The last thing is there’s an article there, where I took some of those ideas and I’ve written it for our Talbot Journal and you can read that as well. If you would like for next week to kind of get ahead, since we don’t have anything to do in our lives, of course. Professors always think that. On the next week I wrote an article for a theological society. It’s called, “The Hidden Heart: Why we sin when we know so much.” You can go ahead and read that, too. And that’s what I’ll be speaking on for next week. And next week I’ll also have time for questions about what we did tonight as well as next time. Okay? So God be with you. Peace. And I’ll stay around if you want to come and talk. Thank you.

  • We become moralists when we try to do good things in order to please God and relieve our guilt.
  • Parenting by guilt and shame encourages a child to do good to avoid consequences and cover their bad, rather than pursuing a relationship with God in order to let Him change their motives by transforming them from the inside.

  • What is in our heart determines how we act. There is more going on in our heart than what shows on the surface. In our hidden heart, we often have negative beliefs and desires that affect our actions.

  • When we sin, it's often the result of sin in our heart that has deep relational and historical roots. God wants us to pursue Him so he can transform us from the inside.

  • When we choose to become committed followers of Christ, we are one spirit with Him, but we still experience times when God seems distant. Sometimes this is a result of going through a developmental stage in our spiritual growth. God gives us the "bottle" of consolation. At first, we seek God in order to get pleasure. God's goal is to make our heart His home. The next stage is the love of God for love's sake.

  • The point of the dark night is to cure us of wanting God on our terms. It is an intensified movement of the indwelling spirit to fill us, rather than to just give us consoling love. When we experience dry times, God is showing us where our treasure really is and is calling us to a journey of the soul. It will often feel more psychological than spiritual.

  • God wants us to move from the love of God for love's sake to the love of God for God's sake. Our training in virtue and character helps us lead a life that is beneficial to ourselves and others. God wants us to rely on the Spirit, not just patterns of behavior we have learned. God sometimes uses the experience of dark nights to help purge us of our virtues as well as our vices.

  • In a dark night experience, we realize that even though we have good character, we are more filled with ourselves than we are with God. God may be more present to us when he seems absent than when he seems present. It is often helpful to have a mentor to walk with us through dark nights.

  • It is important to do spiritual disciplines from the heart in the Spirit. The Christian life is what you do when you realize you can do nothing.
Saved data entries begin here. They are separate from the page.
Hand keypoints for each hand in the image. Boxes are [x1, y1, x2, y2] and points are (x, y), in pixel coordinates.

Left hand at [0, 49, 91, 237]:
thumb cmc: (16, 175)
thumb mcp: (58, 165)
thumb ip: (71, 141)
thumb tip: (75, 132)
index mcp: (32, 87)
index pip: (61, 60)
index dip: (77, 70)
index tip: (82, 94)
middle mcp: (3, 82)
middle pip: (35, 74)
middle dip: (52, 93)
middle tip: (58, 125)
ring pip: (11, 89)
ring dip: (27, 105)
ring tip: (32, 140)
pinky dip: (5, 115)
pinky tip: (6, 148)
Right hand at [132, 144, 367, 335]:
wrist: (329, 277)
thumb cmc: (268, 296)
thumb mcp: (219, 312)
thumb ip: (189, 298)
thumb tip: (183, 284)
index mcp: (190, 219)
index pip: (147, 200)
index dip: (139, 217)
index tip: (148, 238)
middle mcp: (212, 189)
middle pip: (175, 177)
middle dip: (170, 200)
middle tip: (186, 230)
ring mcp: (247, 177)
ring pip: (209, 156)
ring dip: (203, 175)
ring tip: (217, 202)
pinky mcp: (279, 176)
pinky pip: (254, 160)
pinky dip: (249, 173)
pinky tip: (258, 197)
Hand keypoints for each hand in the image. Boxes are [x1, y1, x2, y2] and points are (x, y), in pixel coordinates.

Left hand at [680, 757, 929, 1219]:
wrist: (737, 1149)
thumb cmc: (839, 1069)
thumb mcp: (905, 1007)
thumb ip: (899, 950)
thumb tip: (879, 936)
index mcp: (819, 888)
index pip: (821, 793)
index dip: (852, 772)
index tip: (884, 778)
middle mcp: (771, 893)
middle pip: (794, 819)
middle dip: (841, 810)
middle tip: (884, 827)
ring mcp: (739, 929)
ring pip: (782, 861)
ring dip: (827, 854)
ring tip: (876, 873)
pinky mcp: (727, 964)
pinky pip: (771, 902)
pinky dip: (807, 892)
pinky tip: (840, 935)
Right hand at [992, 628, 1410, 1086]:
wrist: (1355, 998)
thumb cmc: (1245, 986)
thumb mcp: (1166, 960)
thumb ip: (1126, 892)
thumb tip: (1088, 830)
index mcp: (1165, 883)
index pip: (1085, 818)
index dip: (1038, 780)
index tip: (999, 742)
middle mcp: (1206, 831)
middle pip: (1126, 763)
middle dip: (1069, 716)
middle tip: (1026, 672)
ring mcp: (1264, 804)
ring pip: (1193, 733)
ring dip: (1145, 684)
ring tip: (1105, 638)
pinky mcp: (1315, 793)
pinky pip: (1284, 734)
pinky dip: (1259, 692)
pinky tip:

In discussing spiritual disciplines, it is helpful to emphasize the importance of how we hear the commands of God.  It is not in our power to change ourselves, but we can choose to practice spiritual regimens and rhythms that help us open up to what God wants to do. Spiritual intentions are how we respond to the Word of God.

  • How do I listen to God's voice? What do I do when I walk away from reading the Word or hearing a sermon? The prayer of recollection is to remind me of who I am in Christ so when I hear the Word, I am open to Him. It's also to help focus my thoughts by detaching from false identities and attaching to my true identity. Lectio divina brings together the commands to "be filled with the Spirit" and "let the Word of Christ dwell in you richly."